= Georges Depping =

German-French historian and writer

Georges Bernard Depping (11 May 1784 – 5 September 1853), also known as Georg Bernhard Depping, was a German-French historian and writer.

==Biography==
Depping was born in Münster, Westphalia, and moved to Paris in 1803, where he lived as a teacher and writer. He wrote books on a variety of subjects and prepared articles for various periodicals and encyclopedias.

==Works==

===History of the Jews during the Middle Ages===
Depping wrote Les Juifs dans le moyen âge, essai historique sur leur état civil, commercial et littéraire (Paris, 1834; 2d ed., 1844; German transl., Stuttgart, 1834). He was especially attracted to the history of the Jews in Europe during the Middle Ages by “its wealth of instruction for us; one can see from this history how fanaticism has been able to root out kindness and neighborly love, . . . and what misfortunes met those exiles who in barbaric times wished to preserve their national customs and a religion offensive to those among whom they lived.”

The book owed its origin to the offer of a prize, in 1821, by the Royal Academy for a work describing the condition of the Jews in France during the medieval period. Depping's work was given an honorable mention, but did not win the prize.

He later enlarged the work, extending its scope to the general history of the Jews in Europe.

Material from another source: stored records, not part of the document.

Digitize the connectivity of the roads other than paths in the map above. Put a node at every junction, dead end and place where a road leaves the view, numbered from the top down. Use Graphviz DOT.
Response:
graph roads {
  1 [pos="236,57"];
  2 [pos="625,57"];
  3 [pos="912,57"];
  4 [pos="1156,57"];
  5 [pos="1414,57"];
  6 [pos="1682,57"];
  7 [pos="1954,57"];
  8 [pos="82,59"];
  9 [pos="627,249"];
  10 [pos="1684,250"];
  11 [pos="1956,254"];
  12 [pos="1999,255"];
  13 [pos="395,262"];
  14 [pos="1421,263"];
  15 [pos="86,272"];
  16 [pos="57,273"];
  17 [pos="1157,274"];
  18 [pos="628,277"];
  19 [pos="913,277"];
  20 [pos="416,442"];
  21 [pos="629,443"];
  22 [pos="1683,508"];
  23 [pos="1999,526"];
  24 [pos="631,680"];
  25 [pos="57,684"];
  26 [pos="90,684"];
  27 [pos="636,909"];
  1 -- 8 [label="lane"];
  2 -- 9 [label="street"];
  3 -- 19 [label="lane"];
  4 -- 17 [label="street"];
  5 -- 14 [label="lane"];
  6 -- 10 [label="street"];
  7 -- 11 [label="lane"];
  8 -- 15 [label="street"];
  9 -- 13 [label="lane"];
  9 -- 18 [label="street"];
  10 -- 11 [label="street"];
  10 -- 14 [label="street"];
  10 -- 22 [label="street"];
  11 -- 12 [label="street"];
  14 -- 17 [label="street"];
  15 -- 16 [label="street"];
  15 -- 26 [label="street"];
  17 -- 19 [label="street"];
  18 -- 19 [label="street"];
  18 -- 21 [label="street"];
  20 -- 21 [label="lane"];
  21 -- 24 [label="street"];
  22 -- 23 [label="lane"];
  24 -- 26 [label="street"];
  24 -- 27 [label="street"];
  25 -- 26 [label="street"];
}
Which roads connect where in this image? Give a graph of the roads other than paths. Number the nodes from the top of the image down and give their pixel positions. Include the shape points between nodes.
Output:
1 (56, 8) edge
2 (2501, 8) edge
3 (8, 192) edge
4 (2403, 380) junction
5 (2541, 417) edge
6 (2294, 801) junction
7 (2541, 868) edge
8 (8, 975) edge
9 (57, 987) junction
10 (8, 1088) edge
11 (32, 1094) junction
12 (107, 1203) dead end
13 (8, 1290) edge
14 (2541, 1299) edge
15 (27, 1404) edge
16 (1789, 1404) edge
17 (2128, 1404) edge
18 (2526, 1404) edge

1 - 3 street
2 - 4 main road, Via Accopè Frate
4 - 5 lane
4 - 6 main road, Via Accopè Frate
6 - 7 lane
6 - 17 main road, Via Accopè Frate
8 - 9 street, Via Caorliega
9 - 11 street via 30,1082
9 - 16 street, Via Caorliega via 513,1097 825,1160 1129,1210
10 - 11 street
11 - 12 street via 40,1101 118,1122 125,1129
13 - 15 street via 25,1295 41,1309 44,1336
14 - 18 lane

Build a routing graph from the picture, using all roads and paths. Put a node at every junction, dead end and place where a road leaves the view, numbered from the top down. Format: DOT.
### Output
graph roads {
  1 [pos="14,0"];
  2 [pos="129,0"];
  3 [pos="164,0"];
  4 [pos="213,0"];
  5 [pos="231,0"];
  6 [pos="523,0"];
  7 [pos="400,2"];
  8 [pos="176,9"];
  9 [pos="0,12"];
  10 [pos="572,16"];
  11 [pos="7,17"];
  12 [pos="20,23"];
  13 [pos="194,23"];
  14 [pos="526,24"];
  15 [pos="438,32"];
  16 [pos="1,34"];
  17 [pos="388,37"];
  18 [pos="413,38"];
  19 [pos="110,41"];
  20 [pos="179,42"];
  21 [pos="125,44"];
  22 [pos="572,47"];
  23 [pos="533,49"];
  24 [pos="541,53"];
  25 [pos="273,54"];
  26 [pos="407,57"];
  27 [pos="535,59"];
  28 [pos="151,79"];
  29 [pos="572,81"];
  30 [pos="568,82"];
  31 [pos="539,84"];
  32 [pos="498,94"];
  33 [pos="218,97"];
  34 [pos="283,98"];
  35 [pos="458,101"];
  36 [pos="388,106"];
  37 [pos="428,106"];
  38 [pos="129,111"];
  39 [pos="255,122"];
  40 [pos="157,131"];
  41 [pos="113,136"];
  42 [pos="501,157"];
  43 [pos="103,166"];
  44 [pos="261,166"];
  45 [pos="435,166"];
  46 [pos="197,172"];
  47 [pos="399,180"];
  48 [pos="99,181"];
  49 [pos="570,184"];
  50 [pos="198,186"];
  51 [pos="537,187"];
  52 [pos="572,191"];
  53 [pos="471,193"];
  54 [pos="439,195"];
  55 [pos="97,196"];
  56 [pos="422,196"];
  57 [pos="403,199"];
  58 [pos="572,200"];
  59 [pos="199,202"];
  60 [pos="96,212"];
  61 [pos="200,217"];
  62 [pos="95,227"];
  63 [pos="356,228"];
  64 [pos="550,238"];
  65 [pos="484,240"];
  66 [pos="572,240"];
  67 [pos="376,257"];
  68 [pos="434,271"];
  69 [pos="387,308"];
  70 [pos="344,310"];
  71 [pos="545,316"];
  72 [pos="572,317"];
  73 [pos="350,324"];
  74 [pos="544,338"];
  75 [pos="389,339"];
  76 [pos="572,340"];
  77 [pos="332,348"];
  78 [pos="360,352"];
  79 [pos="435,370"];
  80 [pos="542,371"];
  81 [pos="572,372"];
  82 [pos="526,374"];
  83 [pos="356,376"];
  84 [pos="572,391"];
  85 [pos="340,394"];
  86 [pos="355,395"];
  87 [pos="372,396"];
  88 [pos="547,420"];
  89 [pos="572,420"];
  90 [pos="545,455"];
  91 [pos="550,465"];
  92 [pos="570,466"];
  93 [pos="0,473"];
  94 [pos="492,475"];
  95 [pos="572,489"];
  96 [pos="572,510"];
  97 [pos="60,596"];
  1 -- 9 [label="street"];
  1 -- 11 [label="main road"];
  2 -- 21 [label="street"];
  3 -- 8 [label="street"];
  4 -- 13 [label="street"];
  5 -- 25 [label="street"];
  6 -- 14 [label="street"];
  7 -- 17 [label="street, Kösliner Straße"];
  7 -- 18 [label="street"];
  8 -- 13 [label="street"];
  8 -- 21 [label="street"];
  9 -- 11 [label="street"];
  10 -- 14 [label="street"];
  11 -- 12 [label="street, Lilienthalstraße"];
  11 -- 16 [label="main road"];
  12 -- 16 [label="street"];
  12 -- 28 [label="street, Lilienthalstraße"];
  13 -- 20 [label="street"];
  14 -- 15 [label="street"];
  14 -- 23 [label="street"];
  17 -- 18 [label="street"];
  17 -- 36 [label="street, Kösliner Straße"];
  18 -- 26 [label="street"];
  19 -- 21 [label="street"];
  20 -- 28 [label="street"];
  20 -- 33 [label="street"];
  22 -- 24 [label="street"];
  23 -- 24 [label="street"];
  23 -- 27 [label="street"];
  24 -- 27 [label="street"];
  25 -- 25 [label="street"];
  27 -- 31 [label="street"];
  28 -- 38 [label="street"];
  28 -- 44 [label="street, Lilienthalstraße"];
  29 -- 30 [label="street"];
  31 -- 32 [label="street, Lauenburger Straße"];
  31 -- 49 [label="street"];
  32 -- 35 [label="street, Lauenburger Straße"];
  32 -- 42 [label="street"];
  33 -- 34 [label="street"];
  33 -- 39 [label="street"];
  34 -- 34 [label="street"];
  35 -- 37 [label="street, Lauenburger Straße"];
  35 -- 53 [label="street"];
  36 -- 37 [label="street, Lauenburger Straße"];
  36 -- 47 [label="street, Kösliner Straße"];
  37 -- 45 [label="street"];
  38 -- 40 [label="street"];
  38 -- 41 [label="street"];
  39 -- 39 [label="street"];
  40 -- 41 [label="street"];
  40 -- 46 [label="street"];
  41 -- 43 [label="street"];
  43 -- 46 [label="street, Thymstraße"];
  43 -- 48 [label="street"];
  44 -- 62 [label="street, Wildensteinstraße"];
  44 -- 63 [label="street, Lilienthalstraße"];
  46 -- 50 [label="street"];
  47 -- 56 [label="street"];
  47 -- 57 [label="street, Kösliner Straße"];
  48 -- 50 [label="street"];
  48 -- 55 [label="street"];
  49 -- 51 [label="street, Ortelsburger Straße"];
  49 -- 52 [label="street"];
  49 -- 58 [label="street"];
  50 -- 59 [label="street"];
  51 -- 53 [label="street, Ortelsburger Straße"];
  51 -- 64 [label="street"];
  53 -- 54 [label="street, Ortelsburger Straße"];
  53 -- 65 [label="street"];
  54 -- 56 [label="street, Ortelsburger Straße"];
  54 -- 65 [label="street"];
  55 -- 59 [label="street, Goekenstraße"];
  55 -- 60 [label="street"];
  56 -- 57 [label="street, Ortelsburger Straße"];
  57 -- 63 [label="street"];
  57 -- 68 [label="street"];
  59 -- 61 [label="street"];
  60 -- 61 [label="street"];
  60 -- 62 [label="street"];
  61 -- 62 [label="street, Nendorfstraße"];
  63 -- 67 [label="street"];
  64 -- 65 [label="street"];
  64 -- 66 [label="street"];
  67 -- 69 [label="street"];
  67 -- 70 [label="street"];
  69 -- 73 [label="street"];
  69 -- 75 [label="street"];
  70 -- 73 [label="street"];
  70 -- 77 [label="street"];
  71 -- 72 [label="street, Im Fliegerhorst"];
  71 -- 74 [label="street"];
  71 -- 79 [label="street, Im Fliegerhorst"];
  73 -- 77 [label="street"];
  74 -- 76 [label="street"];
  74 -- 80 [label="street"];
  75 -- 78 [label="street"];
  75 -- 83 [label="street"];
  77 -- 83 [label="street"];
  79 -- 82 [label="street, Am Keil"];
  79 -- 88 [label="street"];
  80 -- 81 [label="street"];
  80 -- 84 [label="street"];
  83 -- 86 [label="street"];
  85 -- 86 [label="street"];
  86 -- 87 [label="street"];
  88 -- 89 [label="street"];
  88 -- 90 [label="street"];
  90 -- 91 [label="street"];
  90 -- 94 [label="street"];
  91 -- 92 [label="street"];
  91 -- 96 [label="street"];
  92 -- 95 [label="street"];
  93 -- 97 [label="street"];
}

The medieval Christian sources—documents, letters, chronicles, and histories, especially those dealing with the history of the Jews in France—were studied by Depping with great diligence and not without critical acumen. This fact gives importance to the book.

It is to be regretted that those rabbinical sources which were not accessible in the form of translations were but seldom consulted. As a consequence the few passages relating to the literature of the Jews are of no value (compare, especially on Rashi, pp. 113 et seq.; Zunz, “Z. G.” pp. 151, 446). The introduction (pp. v.-xxiv.) contains a short but valueless review of the history of the Jews up to their appearance in Europe. Depping's style is pleasing.

===Bibliography===
- Histoire générale de l'Espagne (“A general history of Spain,” 2 vols., 1811)
- Histoire des expéditions maritimes des Normands et de leur etablissement en France au dixième siècle (“History of the sea voyages of the Normans and their settlement in France during the 10th century,” 1826)
- Les soirées d'hiver, ou entretiens d'un père avec ses enfants sur le génie, les mœurs et l'industrie des divers peuples de la terre, a work for children which was popular and widely translated (“Winter evenings, or the instructions of a father to his children on the character, morals and activities of diverse peoples of the earth,” 2 vols., 3rd ed., 1832)
- Merveilles et beautés de la nature en France, another popular work for children (“Marvels and beauty of nature in France,” 2 vols., 1835)
- Histoire de la Normandie sous le regne de Guillaume le Conquérant et de ses successeurs (“History of Normandy during the reign of William the Conqueror and his successors,” 2 vols., 1835)
- Histoire du commerce entre le Levant et l'Europe, depuis les croisades jusqu'à la fondation des colonies d'Amérique (“Trade of Europe with the Levant from the Crusades up to the founding of the American colonies,” 2 vols., 1832)
- Erinnerungen aus dem Leben eines Deutschen in Paris, Leipzig (“Recollections from the life of a German in Paris,” 1832)
- La Grande Encyclopédie, xiv.179
- Encyc. Brit. New American Supplement, ii.1030
- Meyers Konversations-Lexikon, iv.746; Geiger
- Wiss. Zeit. Jüd. Theol. i.170, 182, 378; ii.504, 517.
He assisted Malte-Brun in his geographical works, and wrote descriptive sketches of Switzerland, Greece, England, and other countries. He contributed to French and German periodicals.